Par Rafael Amaro, Professeur de droit privé à l’Université Caen Normandie

Pour donner suite à l’enquête ouverte le 16 juin 2020 après une plainte de Spotify (cf. Bruxelles ouvre deux enquêtes contre Apple) la Commission européenne a adressé à Apple, le 30 avril dernier, une communication des griefs où elle identifie des comportements susceptibles de constituer des abus de position dominante sur le marché du streaming musical.

Qu’est-ce qu’un abus de position dominante, la pratique dont est suspectée Apple ?
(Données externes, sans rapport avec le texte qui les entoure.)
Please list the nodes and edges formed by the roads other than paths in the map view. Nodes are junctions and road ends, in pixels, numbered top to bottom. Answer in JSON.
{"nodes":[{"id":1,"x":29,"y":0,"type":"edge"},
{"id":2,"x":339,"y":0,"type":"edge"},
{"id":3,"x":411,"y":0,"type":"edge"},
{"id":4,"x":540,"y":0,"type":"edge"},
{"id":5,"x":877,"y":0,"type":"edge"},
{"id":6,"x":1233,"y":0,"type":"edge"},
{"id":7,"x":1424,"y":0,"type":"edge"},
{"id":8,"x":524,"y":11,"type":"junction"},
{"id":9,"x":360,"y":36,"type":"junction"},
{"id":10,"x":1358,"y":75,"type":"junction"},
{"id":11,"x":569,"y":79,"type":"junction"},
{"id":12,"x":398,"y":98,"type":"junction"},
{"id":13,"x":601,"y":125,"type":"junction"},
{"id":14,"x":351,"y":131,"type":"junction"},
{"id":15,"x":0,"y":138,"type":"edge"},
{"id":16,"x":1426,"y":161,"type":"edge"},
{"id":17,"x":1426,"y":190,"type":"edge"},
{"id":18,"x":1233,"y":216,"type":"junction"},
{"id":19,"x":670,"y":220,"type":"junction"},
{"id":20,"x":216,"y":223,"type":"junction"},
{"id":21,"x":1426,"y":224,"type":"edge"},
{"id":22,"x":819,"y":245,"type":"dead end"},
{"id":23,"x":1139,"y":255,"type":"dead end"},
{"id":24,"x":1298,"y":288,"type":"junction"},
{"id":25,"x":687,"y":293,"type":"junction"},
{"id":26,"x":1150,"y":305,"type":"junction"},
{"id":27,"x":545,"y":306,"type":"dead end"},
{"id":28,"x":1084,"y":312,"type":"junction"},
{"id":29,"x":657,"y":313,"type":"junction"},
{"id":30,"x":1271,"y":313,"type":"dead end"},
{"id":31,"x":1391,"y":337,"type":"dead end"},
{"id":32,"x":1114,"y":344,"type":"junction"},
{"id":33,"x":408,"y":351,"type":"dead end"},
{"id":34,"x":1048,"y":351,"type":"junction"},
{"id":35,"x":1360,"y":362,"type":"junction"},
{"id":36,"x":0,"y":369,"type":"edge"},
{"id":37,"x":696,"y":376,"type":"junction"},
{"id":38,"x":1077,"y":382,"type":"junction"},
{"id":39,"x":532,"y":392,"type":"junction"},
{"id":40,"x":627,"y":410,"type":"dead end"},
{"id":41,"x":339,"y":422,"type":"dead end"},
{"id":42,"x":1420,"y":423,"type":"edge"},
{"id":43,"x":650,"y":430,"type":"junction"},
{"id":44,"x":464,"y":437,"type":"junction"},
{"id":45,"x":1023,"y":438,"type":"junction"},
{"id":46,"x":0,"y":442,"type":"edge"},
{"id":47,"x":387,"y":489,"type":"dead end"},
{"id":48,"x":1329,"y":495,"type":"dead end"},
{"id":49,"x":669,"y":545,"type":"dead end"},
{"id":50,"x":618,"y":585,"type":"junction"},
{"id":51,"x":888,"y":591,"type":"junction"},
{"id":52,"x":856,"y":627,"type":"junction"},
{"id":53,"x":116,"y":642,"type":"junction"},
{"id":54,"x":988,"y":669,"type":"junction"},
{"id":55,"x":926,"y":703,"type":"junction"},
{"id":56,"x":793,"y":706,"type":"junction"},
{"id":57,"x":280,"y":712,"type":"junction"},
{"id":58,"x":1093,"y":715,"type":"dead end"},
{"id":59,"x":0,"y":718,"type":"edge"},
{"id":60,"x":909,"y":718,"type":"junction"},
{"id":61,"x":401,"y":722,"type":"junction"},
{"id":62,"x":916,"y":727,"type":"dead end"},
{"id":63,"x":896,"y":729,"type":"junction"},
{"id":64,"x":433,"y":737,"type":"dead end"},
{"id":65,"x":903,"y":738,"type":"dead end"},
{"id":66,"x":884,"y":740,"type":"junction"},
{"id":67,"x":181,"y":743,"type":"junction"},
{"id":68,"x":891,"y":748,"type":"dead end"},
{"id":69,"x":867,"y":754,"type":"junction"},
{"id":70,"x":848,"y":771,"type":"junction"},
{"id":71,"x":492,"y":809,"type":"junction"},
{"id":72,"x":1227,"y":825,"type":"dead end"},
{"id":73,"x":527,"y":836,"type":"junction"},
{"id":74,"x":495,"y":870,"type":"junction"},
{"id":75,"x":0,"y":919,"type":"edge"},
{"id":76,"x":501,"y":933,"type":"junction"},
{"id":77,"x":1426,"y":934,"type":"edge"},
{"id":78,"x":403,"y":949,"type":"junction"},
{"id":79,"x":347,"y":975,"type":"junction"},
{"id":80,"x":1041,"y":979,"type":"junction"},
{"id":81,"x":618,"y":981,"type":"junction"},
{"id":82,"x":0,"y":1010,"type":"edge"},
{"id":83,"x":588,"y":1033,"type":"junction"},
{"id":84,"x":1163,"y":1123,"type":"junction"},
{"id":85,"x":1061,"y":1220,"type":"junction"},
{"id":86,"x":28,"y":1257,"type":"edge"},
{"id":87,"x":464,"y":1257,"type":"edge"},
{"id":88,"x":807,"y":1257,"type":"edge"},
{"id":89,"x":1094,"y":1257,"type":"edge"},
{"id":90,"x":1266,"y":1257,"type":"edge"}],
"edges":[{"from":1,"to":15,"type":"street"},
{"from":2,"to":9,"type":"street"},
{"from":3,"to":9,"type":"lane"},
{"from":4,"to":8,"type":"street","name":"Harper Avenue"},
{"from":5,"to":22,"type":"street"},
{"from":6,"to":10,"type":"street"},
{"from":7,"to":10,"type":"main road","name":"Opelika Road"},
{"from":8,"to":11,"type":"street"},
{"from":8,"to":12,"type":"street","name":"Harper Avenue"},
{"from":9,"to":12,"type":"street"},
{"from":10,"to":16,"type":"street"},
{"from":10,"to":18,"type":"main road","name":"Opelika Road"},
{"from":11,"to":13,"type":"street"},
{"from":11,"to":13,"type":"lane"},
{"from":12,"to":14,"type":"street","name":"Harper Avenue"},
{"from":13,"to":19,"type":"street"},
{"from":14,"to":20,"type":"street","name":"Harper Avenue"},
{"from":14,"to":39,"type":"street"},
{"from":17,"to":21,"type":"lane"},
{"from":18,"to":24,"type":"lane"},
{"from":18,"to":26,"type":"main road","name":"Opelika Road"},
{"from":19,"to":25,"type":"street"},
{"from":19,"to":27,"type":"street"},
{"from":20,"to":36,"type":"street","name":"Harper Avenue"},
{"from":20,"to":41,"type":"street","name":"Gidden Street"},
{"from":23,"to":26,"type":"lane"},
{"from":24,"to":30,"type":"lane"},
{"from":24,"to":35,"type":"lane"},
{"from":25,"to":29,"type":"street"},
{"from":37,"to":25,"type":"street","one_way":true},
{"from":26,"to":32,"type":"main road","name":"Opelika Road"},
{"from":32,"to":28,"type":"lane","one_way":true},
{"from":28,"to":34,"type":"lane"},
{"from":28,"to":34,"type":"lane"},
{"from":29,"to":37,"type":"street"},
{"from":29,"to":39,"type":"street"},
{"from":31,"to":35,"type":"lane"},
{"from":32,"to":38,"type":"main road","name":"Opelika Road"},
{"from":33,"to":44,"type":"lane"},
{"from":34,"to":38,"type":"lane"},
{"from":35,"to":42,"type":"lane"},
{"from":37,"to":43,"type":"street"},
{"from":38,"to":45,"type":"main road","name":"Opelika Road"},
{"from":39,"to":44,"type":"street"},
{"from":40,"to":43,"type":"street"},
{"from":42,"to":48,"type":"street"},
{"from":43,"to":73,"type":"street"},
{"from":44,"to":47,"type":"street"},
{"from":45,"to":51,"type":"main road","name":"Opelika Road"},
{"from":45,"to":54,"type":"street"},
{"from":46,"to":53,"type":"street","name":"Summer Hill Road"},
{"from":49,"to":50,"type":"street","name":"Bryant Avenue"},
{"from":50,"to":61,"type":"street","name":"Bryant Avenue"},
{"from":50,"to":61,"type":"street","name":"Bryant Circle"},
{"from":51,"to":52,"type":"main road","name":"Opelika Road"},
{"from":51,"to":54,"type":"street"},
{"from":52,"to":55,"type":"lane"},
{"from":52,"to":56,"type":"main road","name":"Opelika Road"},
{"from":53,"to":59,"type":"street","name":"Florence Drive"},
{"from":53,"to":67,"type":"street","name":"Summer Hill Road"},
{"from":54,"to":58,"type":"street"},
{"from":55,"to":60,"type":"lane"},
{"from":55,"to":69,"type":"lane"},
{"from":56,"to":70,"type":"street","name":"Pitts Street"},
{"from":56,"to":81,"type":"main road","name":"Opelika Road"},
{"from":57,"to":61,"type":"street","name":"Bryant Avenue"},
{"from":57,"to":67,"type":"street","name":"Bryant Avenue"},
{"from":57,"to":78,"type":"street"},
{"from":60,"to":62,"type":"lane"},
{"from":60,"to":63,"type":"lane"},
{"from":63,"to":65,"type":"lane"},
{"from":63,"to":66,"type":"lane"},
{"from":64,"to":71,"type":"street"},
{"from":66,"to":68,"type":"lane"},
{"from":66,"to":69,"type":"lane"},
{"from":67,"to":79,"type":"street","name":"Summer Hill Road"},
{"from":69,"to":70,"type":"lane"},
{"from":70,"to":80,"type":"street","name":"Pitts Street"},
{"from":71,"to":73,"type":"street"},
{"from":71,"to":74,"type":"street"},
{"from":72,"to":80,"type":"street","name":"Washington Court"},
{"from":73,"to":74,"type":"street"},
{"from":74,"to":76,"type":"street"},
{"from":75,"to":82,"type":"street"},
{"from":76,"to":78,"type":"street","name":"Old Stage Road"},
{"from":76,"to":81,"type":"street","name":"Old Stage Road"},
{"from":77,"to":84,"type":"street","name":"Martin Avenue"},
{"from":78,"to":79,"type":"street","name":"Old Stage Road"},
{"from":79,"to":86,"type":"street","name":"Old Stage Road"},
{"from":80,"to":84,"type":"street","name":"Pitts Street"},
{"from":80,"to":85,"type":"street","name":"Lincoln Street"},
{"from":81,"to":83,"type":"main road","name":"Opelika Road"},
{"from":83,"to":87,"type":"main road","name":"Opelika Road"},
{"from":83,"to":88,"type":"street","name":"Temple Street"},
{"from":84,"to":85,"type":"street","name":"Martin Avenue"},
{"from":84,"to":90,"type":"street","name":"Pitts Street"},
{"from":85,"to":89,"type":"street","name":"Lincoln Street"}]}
L’abus de position dominante est une pratique anticoncurrentielle prohibée en droit européen à l’article 102 du TFUE et, en droit français qui n’est pas en cause ici, à l’article L. 420-2, alinéa 1er du code de commerce. Cette prohibition vise les comportements émanant d’opérateurs « dominants » (c’est-à-dire ceux suffisamment puissants pour pouvoir s’abstraire des contraintes de la concurrence), qui produisent un effet délétère sur le bon fonctionnement du marché et portent atteinte à la variété et à la compétitivité de l’offre. Les abus peuvent prendre les formes les plus variées : refus de vente, rupture de relations contractuelles, dénigrement, prix prédateurs, prix excessifs… Selon une formule habituelle de la Cour de justice de l’Union, le fondement de cette prohibition réside dans la « responsabilité particulière » de l’opérateur dominant mais la métaphore de l’éléphant dans le magasin de porcelaine conviendrait tout autant : des comportements sans conséquence sur la concurrence lorsqu’ils sont le fait d’entreprises dotées d’un faible pouvoir de marché, peuvent avoir des effets dévastateurs lorsqu’ils sont le fait d’entreprises dominantes. Et c’est précisément ce qui justifie leur interdiction sur le fondement des règles de concurrence. Le droit des abus de position dominante repose donc sur une logique du « deux poids, deux mesures » qui, si elle paraît contre-intuitive parfois, n’en est pas moins indispensable pour chasser le spectre de la concurrence autodestructrice.

Prenons le cas d’un moteur de recherche que personne ou presque n’utilise – Yahoo! par exemple. Si ce moteur de recherche décide soudainement de dégrader le référencement naturel d’une start-up ou d’arrêter de lui fournir des services de référencement payant, les conséquences sur le modèle économique de la start-up seront relativement limitées car elle pourra toujours s’adresser à Google qui représente plus de 90 % des recherches en ligne. Mais si l’on remplace Yahoo! par Google, les chances de survie de la start-up deviennent quasiment nulles. A la différence de Yahoo!, Google a donc cette responsabilité particulière sur le marché de la publicité en ligne de ne pas porter atteinte au développement d’entreprises tierces. Cette responsabilité sera plus lourde encore si Google propose un service concurrent, que la stratégie d’éviction de la start-up aurait pour but de favoriser. Ces deux scénarii n’ont rien de fictif. Le premier était celui de l’affaire dite Gibmedia (Aut. conc., déc. no 19-D-26 du 19 décembre 2019 relative à des pratiques mises en œuvre dans le secteur de la publicité en ligne liée aux recherches), le second, celui de l’affaire Google Shopping (Comm. eur., déc. du 27 juin 2017, aff. AT.39740).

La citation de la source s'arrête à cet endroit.